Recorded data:
- - - - -

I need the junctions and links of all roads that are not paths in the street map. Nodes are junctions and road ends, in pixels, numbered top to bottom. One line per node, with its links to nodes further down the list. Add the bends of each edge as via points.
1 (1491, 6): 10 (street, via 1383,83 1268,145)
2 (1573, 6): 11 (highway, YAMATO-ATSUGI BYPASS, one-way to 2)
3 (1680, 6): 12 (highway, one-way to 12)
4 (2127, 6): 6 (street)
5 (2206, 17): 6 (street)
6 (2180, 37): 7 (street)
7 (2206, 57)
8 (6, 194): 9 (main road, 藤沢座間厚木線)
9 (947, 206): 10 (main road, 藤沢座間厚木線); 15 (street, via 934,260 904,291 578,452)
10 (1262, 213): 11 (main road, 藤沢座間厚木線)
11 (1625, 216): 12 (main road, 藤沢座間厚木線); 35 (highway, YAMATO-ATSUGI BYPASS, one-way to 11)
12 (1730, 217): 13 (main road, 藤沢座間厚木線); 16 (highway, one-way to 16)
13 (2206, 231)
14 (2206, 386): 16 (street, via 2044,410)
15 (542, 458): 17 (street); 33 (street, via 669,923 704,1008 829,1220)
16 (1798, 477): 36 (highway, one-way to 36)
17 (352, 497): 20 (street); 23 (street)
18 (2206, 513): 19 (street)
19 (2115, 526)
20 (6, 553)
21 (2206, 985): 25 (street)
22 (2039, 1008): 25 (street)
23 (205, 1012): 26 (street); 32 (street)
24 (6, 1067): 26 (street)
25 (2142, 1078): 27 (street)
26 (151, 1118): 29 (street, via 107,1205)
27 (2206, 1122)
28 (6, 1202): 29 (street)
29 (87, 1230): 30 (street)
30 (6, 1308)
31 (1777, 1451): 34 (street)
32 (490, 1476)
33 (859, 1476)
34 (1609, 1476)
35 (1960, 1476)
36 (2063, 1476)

- - - - -

Find the lines in the data that include "YAMATO", then copy each of them.

EXERCISE OUTPUT:
2 (1573, 6): 11 (highway, YAMATO-ATSUGI BYPASS, one-way to 2)
11 (1625, 216): 12 (main road, 藤沢座間厚木線); 35 (highway, YAMATO-ATSUGI BYPASS, one-way to 11)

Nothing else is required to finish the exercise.